• _Directions for this task_
Copy each line below in which the string "above" occurs.

• _Data for the task_

* * * * *

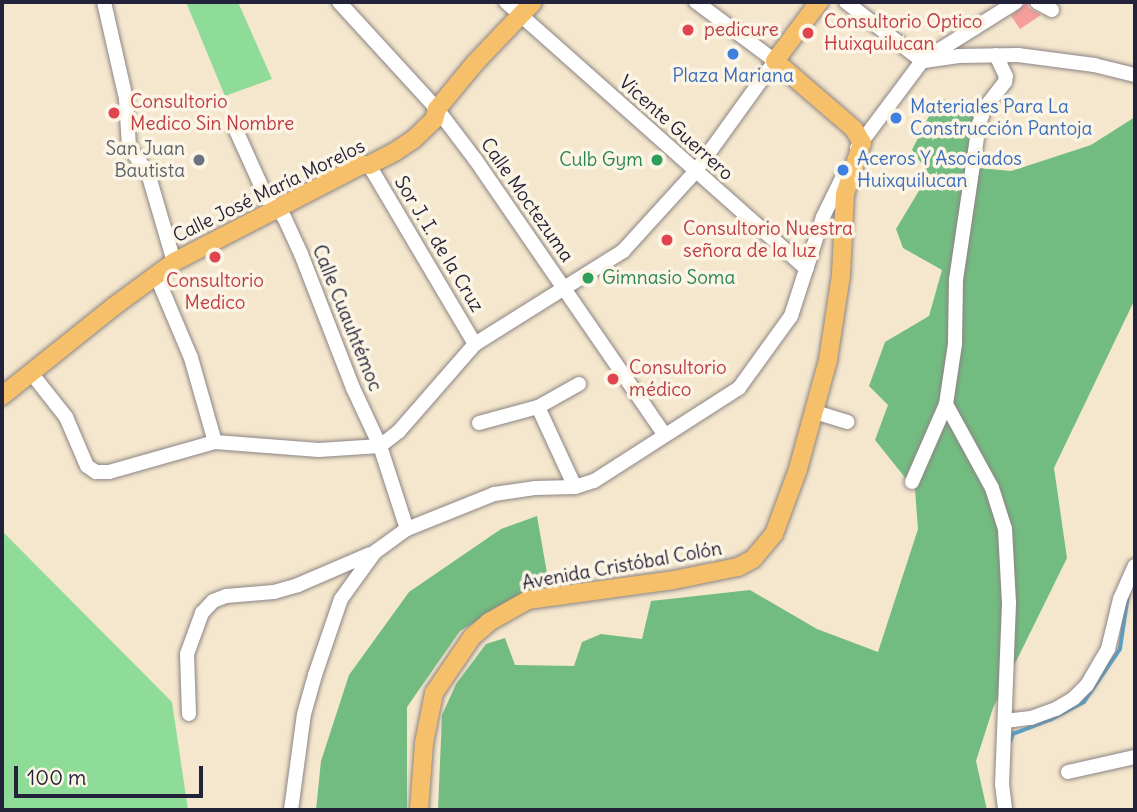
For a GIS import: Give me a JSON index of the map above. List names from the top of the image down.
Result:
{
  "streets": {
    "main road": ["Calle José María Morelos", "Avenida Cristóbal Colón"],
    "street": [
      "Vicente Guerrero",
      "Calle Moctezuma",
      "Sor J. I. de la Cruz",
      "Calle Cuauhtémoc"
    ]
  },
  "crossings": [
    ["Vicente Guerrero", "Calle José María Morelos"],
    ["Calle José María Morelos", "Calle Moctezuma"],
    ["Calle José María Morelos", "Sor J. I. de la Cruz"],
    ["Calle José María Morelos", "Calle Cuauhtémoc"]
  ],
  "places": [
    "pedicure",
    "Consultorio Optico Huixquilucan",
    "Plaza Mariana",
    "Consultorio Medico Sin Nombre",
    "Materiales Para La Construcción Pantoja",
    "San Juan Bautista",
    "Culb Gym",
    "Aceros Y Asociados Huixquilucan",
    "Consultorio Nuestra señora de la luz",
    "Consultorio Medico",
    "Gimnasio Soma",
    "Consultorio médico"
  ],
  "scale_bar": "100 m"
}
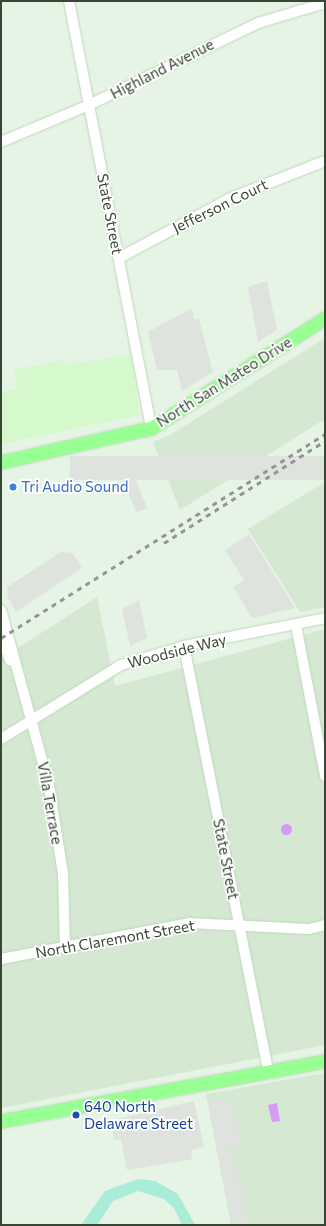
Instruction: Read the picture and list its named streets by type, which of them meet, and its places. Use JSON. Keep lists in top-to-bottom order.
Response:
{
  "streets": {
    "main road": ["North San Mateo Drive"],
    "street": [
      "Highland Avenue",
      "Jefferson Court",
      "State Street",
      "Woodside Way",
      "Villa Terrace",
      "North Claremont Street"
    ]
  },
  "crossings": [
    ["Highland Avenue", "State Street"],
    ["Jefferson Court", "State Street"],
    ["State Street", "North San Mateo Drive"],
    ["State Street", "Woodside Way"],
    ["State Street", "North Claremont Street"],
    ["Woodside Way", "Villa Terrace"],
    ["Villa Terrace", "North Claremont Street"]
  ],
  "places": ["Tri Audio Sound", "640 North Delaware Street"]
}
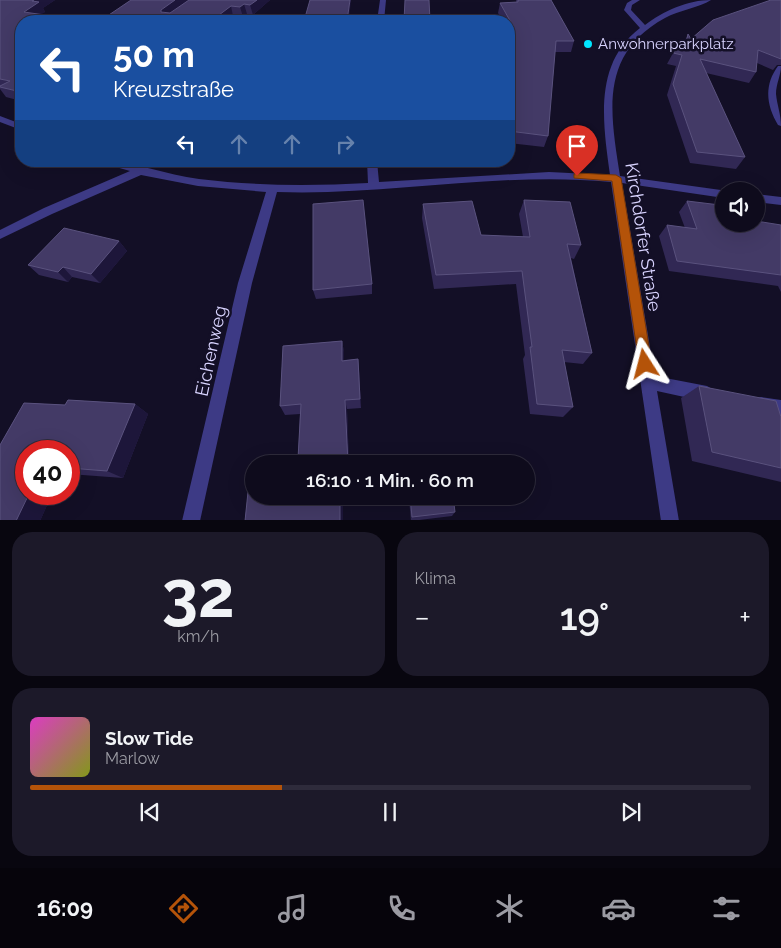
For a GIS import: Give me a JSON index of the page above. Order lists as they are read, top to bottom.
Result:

* * * * *

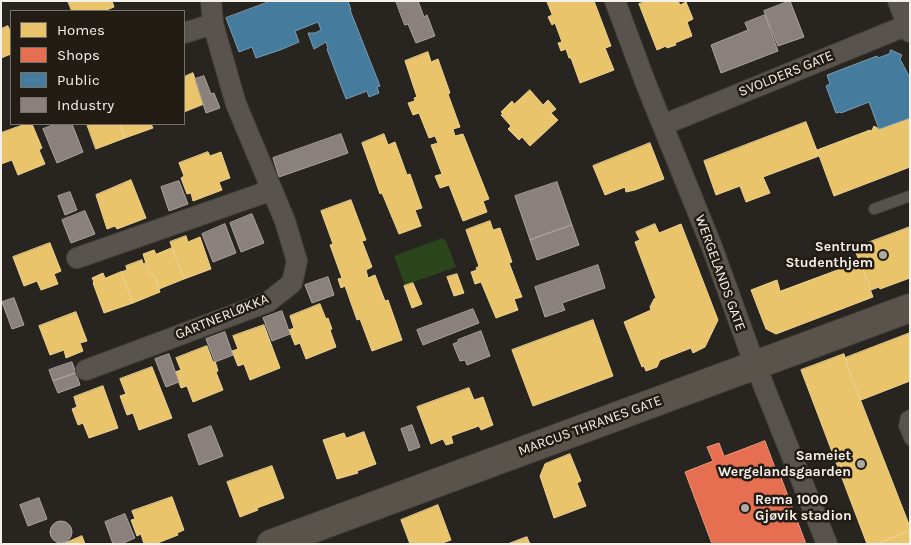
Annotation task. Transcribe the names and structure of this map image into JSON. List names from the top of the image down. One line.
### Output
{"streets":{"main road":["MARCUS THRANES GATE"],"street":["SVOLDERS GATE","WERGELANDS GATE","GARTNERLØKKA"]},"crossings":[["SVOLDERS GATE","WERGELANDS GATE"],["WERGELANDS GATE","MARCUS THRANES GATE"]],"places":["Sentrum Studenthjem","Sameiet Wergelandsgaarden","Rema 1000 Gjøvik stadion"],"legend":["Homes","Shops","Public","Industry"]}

* * * * *

• _Answer_
For a GIS import: Give me a JSON index of the map above. List names from the top of the image down.
For a GIS import: Give me a JSON index of the page above. Order lists as they are read, top to bottom.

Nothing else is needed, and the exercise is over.